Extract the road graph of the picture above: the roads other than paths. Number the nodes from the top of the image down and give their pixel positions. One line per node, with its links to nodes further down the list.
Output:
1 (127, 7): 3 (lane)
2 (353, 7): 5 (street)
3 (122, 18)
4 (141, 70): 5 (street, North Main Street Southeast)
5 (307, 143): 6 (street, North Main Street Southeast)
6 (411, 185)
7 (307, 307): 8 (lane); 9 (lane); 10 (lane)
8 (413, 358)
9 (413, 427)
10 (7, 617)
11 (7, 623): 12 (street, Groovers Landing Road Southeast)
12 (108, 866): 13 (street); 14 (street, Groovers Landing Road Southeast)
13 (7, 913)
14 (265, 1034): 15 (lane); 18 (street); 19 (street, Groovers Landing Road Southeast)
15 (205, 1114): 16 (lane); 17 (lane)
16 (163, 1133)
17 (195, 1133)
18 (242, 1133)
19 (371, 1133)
* * * * * * *
YOUR GOAL> When you reach the end of the data, write every line out again verbatim.

ANSWER AREA>
Extract the road graph of the picture above: the roads other than paths. Number the nodes from the top of the image down and give their pixel positions. One line per node, with its links to nodes further down the list.
Output:
1 (127, 7): 3 (lane)
2 (353, 7): 5 (street)
3 (122, 18)
4 (141, 70): 5 (street, North Main Street Southeast)
5 (307, 143): 6 (street, North Main Street Southeast)
6 (411, 185)
7 (307, 307): 8 (lane); 9 (lane); 10 (lane)
8 (413, 358)
9 (413, 427)
10 (7, 617)
11 (7, 623): 12 (street, Groovers Landing Road Southeast)
12 (108, 866): 13 (street); 14 (street, Groovers Landing Road Southeast)
13 (7, 913)
14 (265, 1034): 15 (lane); 18 (street); 19 (street, Groovers Landing Road Southeast)
15 (205, 1114): 16 (lane); 17 (lane)
16 (163, 1133)
17 (195, 1133)
18 (242, 1133)
19 (371, 1133)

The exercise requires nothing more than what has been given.